Kicksecure mitigating VM Exploit

If I were using the configuration below and an adversary had used a zero-day vulnerability to gain access to my workstation, implant malware, escape the VM, and execute another zero-day, would Kicksecure mitigate the attack?

Here is the setup:

[Kicksecure] > [Whonix-Gateway] > [Whonix-Workstation] > [Tor Browser] > [Internet]

Note: NO Physical Isolation

Referring to Comparison with Others wiki page (Overview Section):

Would this protect against attack #6 and #7? They would have to get malware on the workstation, leak into the gateway, which would then breakout into Kicksecure. They would then need another exploit to reveal information (ie. IP address) to identify their target.

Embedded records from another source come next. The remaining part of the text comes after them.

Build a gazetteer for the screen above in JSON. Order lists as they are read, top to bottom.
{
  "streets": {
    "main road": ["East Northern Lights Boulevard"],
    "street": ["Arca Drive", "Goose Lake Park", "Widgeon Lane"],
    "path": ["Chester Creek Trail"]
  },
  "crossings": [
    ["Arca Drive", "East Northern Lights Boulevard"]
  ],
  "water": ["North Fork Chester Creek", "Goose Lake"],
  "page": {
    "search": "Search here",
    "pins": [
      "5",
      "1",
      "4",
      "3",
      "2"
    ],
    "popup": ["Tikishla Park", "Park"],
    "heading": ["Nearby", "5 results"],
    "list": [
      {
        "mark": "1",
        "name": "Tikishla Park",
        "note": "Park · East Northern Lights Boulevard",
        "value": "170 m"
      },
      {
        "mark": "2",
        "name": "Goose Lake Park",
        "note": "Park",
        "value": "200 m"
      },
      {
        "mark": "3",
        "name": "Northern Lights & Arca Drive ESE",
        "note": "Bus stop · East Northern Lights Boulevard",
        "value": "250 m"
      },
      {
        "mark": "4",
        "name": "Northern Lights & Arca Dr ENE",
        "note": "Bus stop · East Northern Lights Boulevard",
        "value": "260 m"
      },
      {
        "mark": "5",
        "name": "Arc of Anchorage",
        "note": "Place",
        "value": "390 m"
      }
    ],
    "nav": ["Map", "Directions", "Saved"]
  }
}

That really depends on the type of vulnerability. Hardening by Kicksecure might mitigate some vulnerabilities.

For example, Quote GitHub - Kicksecure/security-misc: Kernel Hardening; Protect Linux User Accounts against Brute Force Attacks; Improve Entropy Collection; Strong Linux User Account Separation; Enhances Misc Security Settings - https://www.kicksecure.com/wiki/Security-misc

All mitigations for known CPU vulnerabilities are enabled and SMT is disabled.

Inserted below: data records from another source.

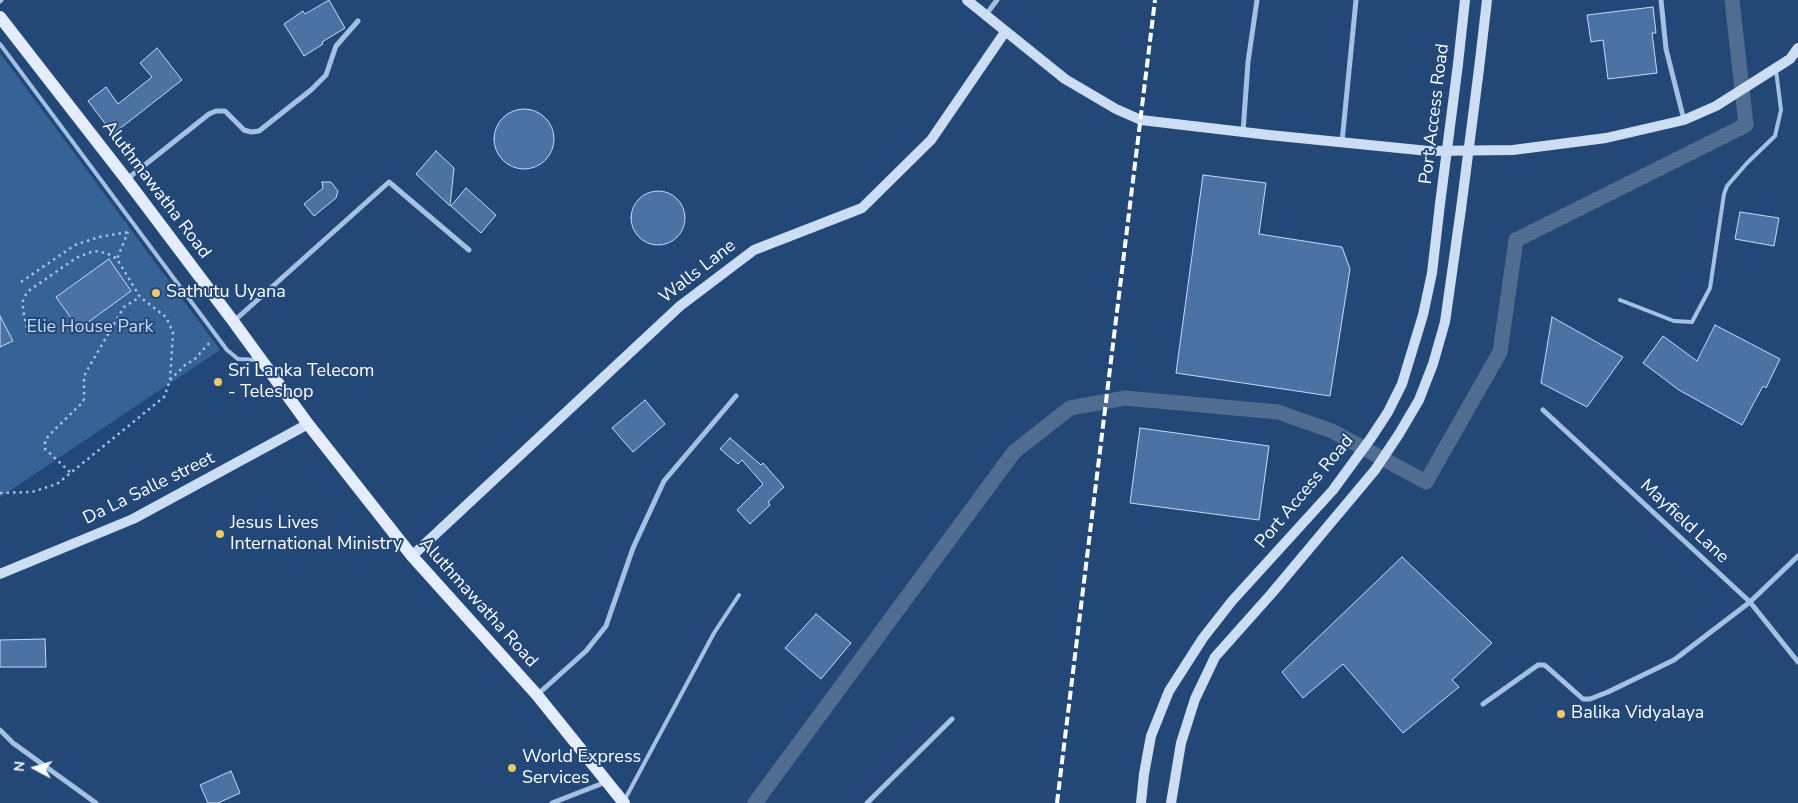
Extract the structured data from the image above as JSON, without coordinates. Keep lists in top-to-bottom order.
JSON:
{
  "streets": {
    "main road": [
      "Port Access Road",
      "Aluthmawatha Road",
      "Walls Lane",
      "Da La Salle street"
    ],
    "street": ["Mayfield Lane"]
  },
  "crossings": [
    ["Aluthmawatha Road", "Walls Lane"],
    ["Aluthmawatha Road", "Da La Salle street"]
  ],
  "parks": ["Elie House Park"],
  "places": [
    "Sathutu Uyana",
    "Sri Lanka Telecom - Teleshop",
    "Jesus Lives International Ministry",
    "Balika Vidyalaya",
    "World Express Services"
  ],
  "north": "left"
}
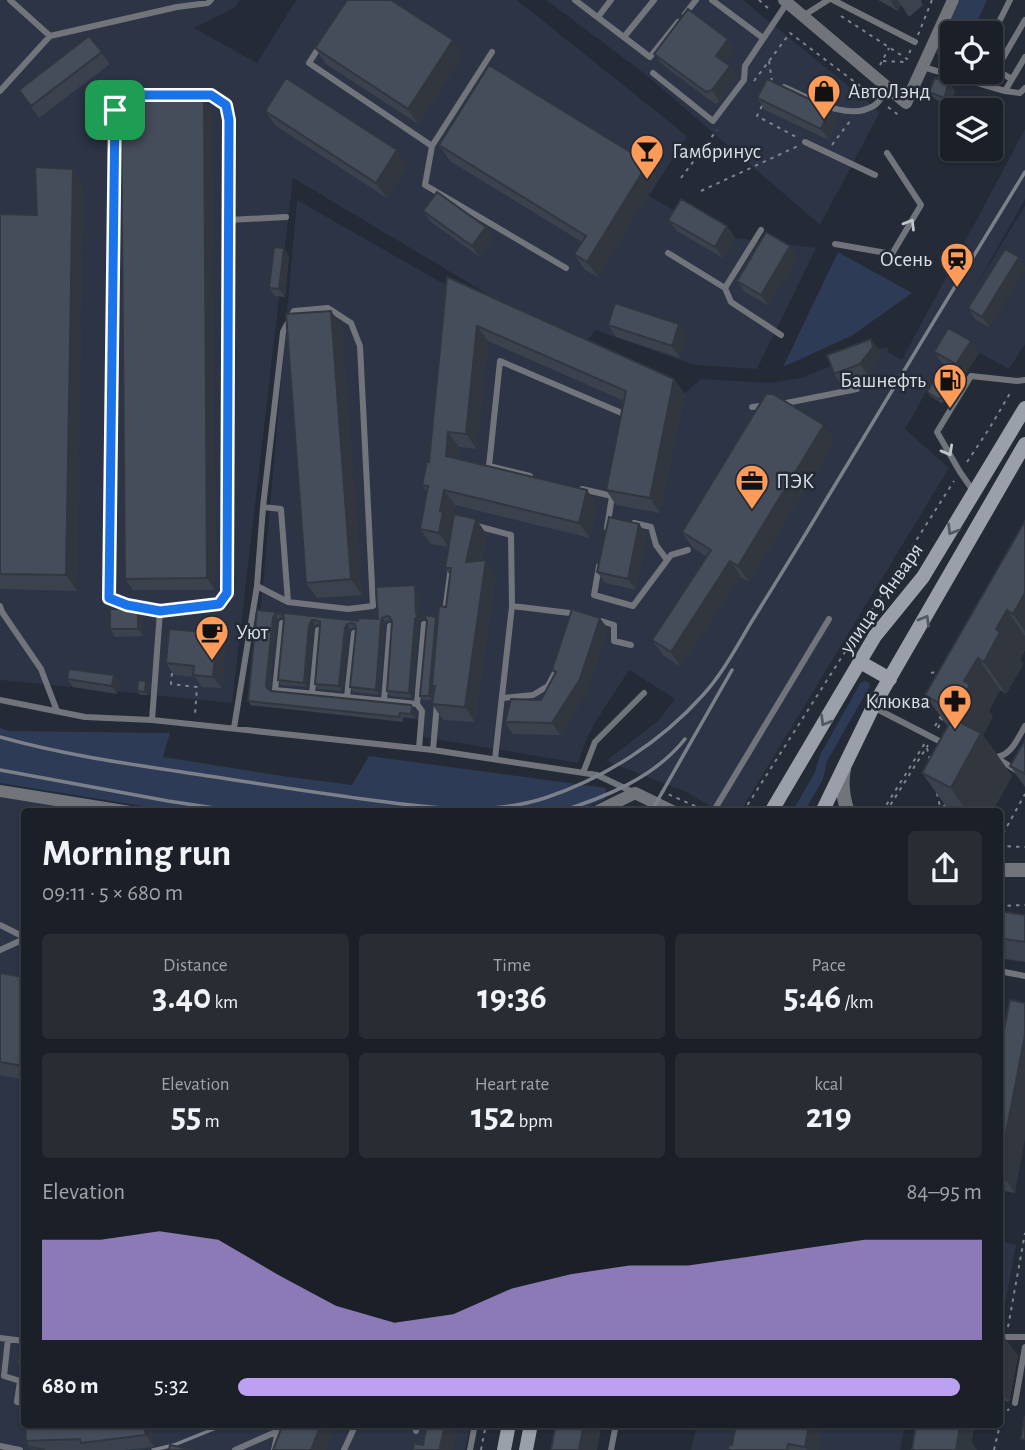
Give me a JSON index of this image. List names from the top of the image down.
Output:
{
  "streets": {
    "main road": ["улица 9 Января"]
  },
  "places": {
    "shop": ["АвтоЛэнд"],
    "bar": ["Гамбринус"],
    "station": ["Осень"],
    "fuel station": ["Башнефть"],
    "office": ["ПЭК"],
    "cafe": ["Уют"],
    "pharmacy": ["Клюква"]
  },
  "page": {
    "heading": ["Morning run", "09:11 · 5 × 680 m"],
    "stats": [
      ["Distance", "3.40 km"],
      ["Time", "19:36"],
      ["Pace", "5:46 /km"],
      ["Elevation", "55 m"],
      ["Heart rate", "152 bpm"],
      ["kcal", "219"]
    ],
    "chart": ["Elevation", "84–95 m"],
    "list": [
      {
        "name": "680 m",
        "note": "5:32"
      }
    ]
  }
}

Which might help mitigating side-channel attacks, which are not a VM escape but also very dangerous since with some side-channel attacks the VM can snoop information from the host.

But no defense is perfect. I don’t think an easy “yes” is conceptually possible here. It would require security research to check which past Virtual machine escape - Wikipedia vulnerabilities would have been or could have been prevented through any realistic hardening that Kicksecure can apply.

This question seems mostly unspecific to Whonix.